> [Input]
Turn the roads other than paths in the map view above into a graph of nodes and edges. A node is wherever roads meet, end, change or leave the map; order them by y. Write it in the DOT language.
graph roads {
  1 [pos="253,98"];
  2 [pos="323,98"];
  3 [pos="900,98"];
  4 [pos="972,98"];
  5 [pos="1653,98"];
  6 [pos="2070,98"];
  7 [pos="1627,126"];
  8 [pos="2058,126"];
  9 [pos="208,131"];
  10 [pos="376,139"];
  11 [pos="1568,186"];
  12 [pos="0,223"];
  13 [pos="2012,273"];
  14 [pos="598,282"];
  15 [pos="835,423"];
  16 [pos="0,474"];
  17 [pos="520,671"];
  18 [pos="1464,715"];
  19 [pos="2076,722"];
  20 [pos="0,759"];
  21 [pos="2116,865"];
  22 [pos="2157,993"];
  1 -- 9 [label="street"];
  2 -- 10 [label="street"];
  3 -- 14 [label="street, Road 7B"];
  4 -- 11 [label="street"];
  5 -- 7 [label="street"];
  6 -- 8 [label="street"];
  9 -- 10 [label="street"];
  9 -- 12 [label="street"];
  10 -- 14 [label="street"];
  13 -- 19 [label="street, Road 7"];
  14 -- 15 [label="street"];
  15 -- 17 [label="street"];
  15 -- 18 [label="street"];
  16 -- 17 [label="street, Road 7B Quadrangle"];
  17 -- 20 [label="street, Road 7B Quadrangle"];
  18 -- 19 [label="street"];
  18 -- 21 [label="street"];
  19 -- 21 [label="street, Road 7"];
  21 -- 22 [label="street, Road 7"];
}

> [The problem] What's needed is a word-for-word restatement of all the entries.

> [Task answer]
Turn the roads other than paths in the map view above into a graph of nodes and edges. A node is wherever roads meet, end, change or leave the map; order them by y. Write it in the DOT language.
graph roads {
  1 [pos="253,98"];
  2 [pos="323,98"];
  3 [pos="900,98"];
  4 [pos="972,98"];
  5 [pos="1653,98"];
  6 [pos="2070,98"];
  7 [pos="1627,126"];
  8 [pos="2058,126"];
  9 [pos="208,131"];
  10 [pos="376,139"];
  11 [pos="1568,186"];
  12 [pos="0,223"];
  13 [pos="2012,273"];
  14 [pos="598,282"];
  15 [pos="835,423"];
  16 [pos="0,474"];
  17 [pos="520,671"];
  18 [pos="1464,715"];
  19 [pos="2076,722"];
  20 [pos="0,759"];
  21 [pos="2116,865"];
  22 [pos="2157,993"];
  1 -- 9 [label="street"];
  2 -- 10 [label="street"];
  3 -- 14 [label="street, Road 7B"];
  4 -- 11 [label="street"];
  5 -- 7 [label="street"];
  6 -- 8 [label="street"];
  9 -- 10 [label="street"];
  9 -- 12 [label="street"];
  10 -- 14 [label="street"];
  13 -- 19 [label="street, Road 7"];
  14 -- 15 [label="street"];
  15 -- 17 [label="street"];
  15 -- 18 [label="street"];
  16 -- 17 [label="street, Road 7B Quadrangle"];
  17 -- 20 [label="street, Road 7B Quadrangle"];
  18 -- 19 [label="street"];
  18 -- 21 [label="street"];
  19 -- 21 [label="street, Road 7"];
  21 -- 22 [label="street, Road 7"];
}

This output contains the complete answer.